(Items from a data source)
Content starts

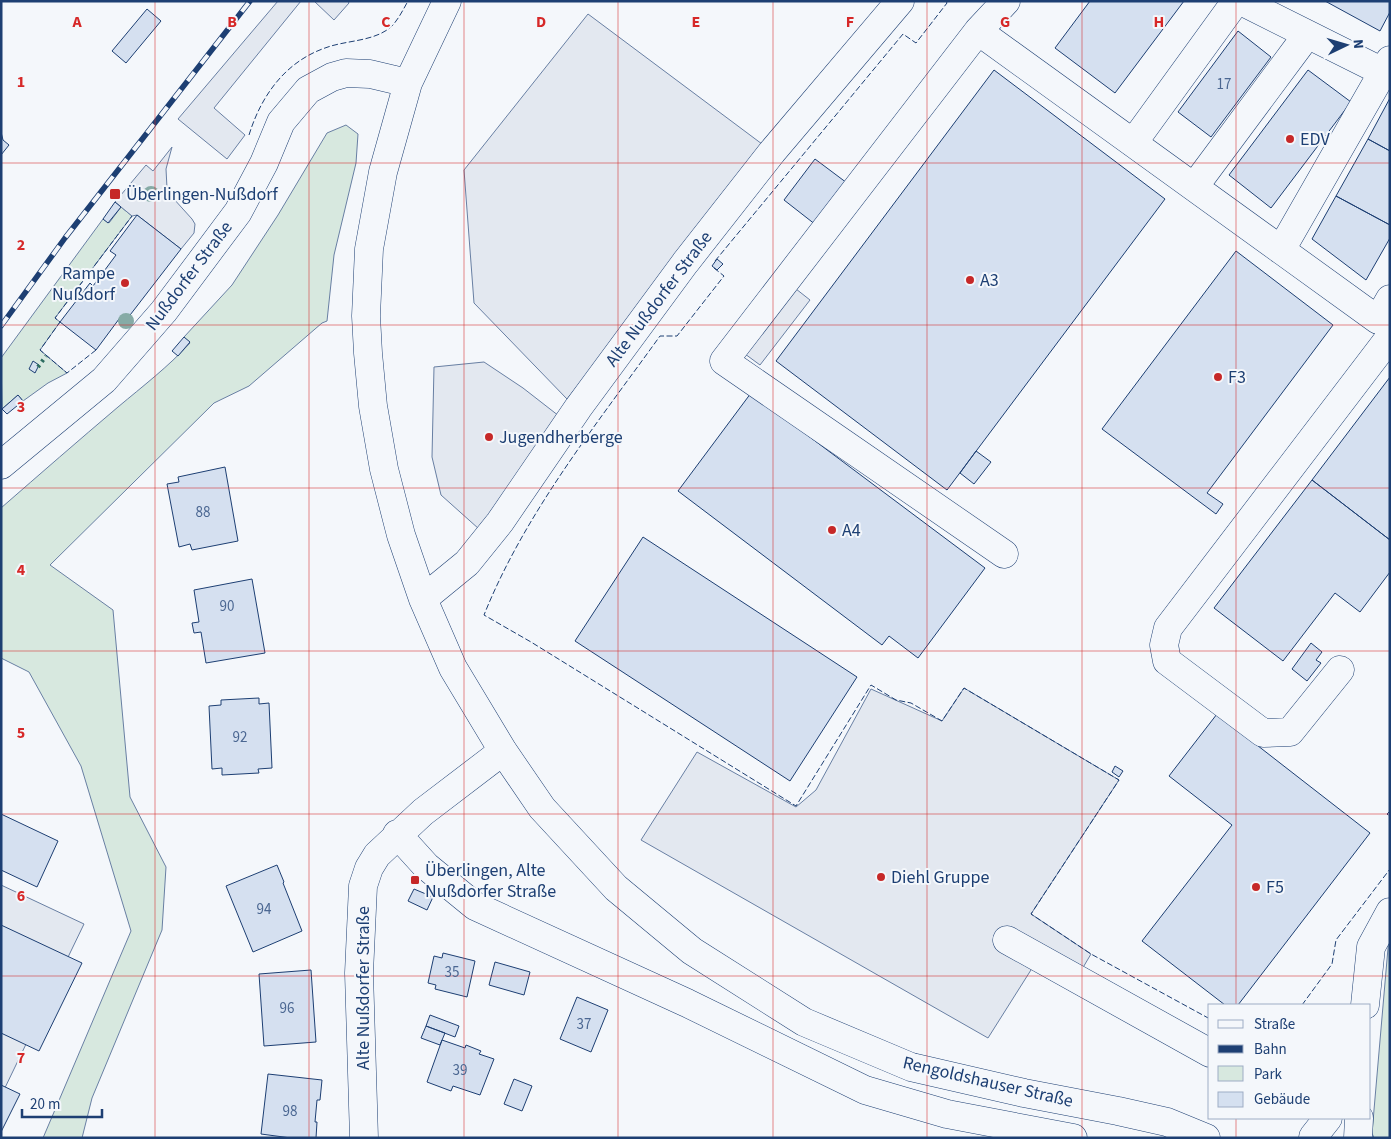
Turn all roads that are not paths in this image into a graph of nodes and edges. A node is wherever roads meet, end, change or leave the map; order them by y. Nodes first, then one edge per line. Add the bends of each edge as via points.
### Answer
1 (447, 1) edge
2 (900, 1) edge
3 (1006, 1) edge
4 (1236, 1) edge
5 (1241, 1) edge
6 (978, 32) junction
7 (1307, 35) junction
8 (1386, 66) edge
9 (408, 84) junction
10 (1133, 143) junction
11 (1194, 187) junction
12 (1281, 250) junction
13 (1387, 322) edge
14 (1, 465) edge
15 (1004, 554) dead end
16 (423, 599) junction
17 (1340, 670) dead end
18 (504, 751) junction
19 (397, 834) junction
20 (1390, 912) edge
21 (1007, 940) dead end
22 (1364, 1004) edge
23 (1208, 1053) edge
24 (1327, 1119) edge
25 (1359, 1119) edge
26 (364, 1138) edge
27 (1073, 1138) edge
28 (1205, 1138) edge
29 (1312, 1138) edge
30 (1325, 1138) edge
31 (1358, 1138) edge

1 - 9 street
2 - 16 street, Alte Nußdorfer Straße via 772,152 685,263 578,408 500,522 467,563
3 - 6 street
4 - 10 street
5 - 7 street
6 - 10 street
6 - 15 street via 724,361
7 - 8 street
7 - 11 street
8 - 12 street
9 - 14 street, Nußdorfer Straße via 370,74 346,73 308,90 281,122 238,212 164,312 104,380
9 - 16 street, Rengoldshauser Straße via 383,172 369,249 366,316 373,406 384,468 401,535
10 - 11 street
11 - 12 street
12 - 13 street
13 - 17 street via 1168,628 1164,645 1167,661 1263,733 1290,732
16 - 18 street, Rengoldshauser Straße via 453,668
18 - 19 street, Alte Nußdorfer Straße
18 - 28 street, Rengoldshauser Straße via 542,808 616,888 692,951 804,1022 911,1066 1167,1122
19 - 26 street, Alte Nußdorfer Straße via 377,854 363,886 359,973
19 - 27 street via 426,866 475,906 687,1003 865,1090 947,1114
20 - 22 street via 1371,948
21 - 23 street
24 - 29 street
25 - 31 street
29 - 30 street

Content ends

ACTIVITY »
Go through the records line by line, and copy each line that holds the string "Nußdorfer".

OUTPUT BELOW »
2 - 16 street, Alte Nußdorfer Straße via 772,152 685,263 578,408 500,522 467,563
9 - 14 street, Nußdorfer Straße via 370,74 346,73 308,90 281,122 238,212 164,312 104,380
18 - 19 street, Alte Nußdorfer Straße
19 - 26 street, Alte Nußdorfer Straße via 377,854 363,886 359,973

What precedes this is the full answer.